Required action
Make an exact copy of every entry, leaving the pictures out.

Data provided
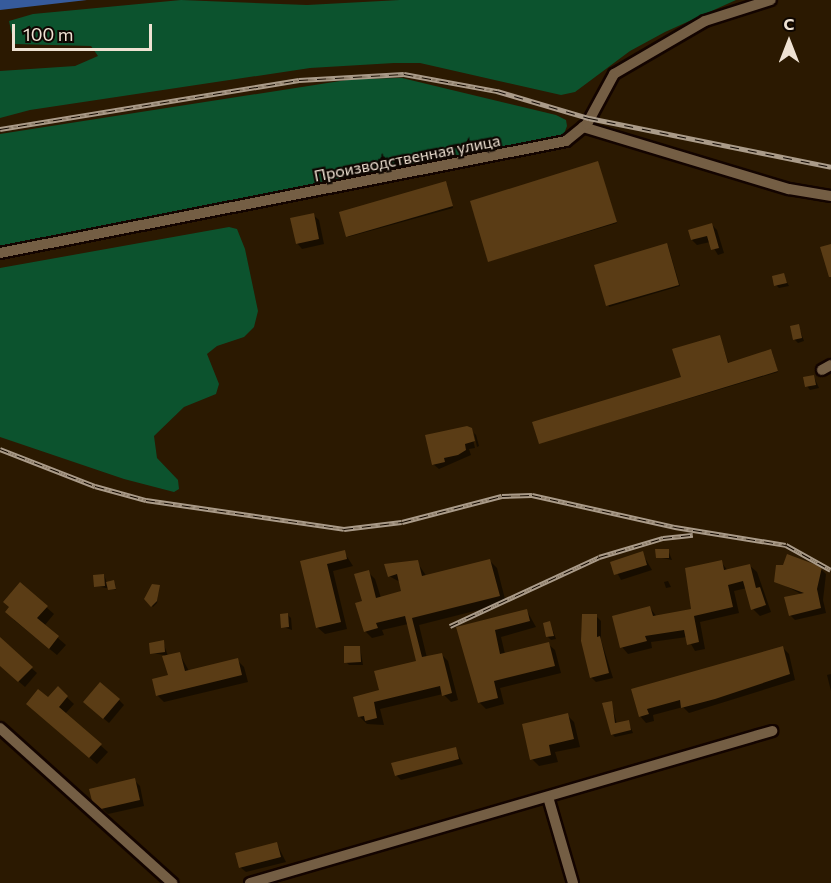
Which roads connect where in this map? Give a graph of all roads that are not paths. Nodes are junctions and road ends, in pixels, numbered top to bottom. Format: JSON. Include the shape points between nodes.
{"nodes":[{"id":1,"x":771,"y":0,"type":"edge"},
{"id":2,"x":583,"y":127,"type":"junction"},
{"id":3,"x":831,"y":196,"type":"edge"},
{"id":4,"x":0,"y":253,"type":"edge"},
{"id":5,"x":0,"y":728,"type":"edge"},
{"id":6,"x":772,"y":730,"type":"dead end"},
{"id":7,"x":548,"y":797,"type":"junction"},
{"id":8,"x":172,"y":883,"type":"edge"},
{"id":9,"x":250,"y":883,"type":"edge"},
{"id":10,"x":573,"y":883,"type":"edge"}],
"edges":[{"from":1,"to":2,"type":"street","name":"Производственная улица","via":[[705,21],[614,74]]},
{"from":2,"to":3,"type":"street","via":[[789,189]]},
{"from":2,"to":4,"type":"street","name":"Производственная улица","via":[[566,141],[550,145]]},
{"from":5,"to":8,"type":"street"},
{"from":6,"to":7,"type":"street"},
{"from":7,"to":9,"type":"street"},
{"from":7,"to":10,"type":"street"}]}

Output of the exercise
Which roads connect where in this map? Give a graph of all roads that are not paths. Nodes are junctions and road ends, in pixels, numbered top to bottom. Format: JSON. Include the shape points between nodes.
{"nodes":[{"id":1,"x":771,"y":0,"type":"edge"},
{"id":2,"x":583,"y":127,"type":"junction"},
{"id":3,"x":831,"y":196,"type":"edge"},
{"id":4,"x":0,"y":253,"type":"edge"},
{"id":5,"x":0,"y":728,"type":"edge"},
{"id":6,"x":772,"y":730,"type":"dead end"},
{"id":7,"x":548,"y":797,"type":"junction"},
{"id":8,"x":172,"y":883,"type":"edge"},
{"id":9,"x":250,"y":883,"type":"edge"},
{"id":10,"x":573,"y":883,"type":"edge"}],
"edges":[{"from":1,"to":2,"type":"street","name":"Производственная улица","via":[[705,21],[614,74]]},
{"from":2,"to":3,"type":"street","via":[[789,189]]},
{"from":2,"to":4,"type":"street","name":"Производственная улица","via":[[566,141],[550,145]]},
{"from":5,"to":8,"type":"street"},
{"from":6,"to":7,"type":"street"},
{"from":7,"to":9,"type":"street"},
{"from":7,"to":10,"type":"street"}]}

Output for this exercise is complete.